If we look at the Traefik configuration we can see the following important configurations.

traefik.http.routers.blog-http.rule
This configures the hostname Traefik should be listening on for our nginx container.
traefik.http.routers.blog-http.service
This configures the router to use our service.
traefik.http.services.blog-http.loadbalancer.server.port
We configure the service port.
traefik.http.routers.blog-http.middlewares
We configure the router to use our middleware.
traefik.http.middlewares.blog-main.chain.middlewares
We configure all the middleware chain.
traefik.http.middlewares.ssl-redirect.headers.sslredirect
We always redirect http to https.
traefik.http.routers.blog-http.tls.certresolver
We configure the resolver to use to generate our SSL certificate.

We can also see our static blog and the nginx template being mounted as read-only inside the container to their right paths. Finally, we verify that our NGINX_BLOG_HOST and NGINX_BLOG_PORT are configured correctly.

Final steps

After putting everything in place, we do a quick last check that everything is correctly in place. Once we are satisfied with the results, we run !

docker-compose up -d

And we’re good to go.

If we point our /etc/hosts to our site, we can test that everything works.

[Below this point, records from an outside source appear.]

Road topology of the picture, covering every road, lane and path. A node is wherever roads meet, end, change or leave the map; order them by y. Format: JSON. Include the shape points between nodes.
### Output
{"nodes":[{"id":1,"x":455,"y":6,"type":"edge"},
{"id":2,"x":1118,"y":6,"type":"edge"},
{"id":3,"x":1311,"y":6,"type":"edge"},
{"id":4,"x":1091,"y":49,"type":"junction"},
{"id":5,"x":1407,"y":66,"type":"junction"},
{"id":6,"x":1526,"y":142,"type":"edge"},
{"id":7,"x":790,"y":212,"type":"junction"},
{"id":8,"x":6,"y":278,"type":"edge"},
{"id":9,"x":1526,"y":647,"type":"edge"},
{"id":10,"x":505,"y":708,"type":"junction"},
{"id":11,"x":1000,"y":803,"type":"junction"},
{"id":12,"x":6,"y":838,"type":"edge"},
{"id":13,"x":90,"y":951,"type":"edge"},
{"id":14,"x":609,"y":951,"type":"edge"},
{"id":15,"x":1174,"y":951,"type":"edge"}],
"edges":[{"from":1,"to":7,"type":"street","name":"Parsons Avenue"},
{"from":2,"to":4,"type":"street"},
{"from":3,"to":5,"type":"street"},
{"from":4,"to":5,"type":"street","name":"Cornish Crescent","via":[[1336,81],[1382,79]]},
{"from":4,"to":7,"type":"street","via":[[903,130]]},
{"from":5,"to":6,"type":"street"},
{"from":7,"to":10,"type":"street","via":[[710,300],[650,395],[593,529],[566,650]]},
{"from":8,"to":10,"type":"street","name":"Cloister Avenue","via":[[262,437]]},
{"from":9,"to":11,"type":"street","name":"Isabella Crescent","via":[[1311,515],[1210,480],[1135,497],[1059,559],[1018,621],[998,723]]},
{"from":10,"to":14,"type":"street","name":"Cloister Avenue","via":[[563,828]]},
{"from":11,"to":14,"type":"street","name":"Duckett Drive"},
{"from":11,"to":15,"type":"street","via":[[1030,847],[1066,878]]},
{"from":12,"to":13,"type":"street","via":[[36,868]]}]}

192.168.0.1 blog.example.com

Note

Replace 192.168.0.1 with your public server’s IP address. This is an example of an IP unroutable on the internet.

If everything is configured properly, we should see our site pop up momentarily. The SSL certificate will fail for a few minutes until Traefik is able to generate a new one and serve it. Give it some time.

Once everything up and running, you can enjoy your blog being served by Traefik through an nginx container.

Conclusion

You can serve your static blog with Traefik and nginx easily. Make sure to take the necessary measures to run container safely and it should be easy as pie.

Traefik makes it possible to route to multiple containers this way, allowing us to add more services to the docker-compose file. At the same time, nginx, with the templating feature, offers us another flexible way to serve a big variety of static sites. Using them in combination open a wide range of possibilities.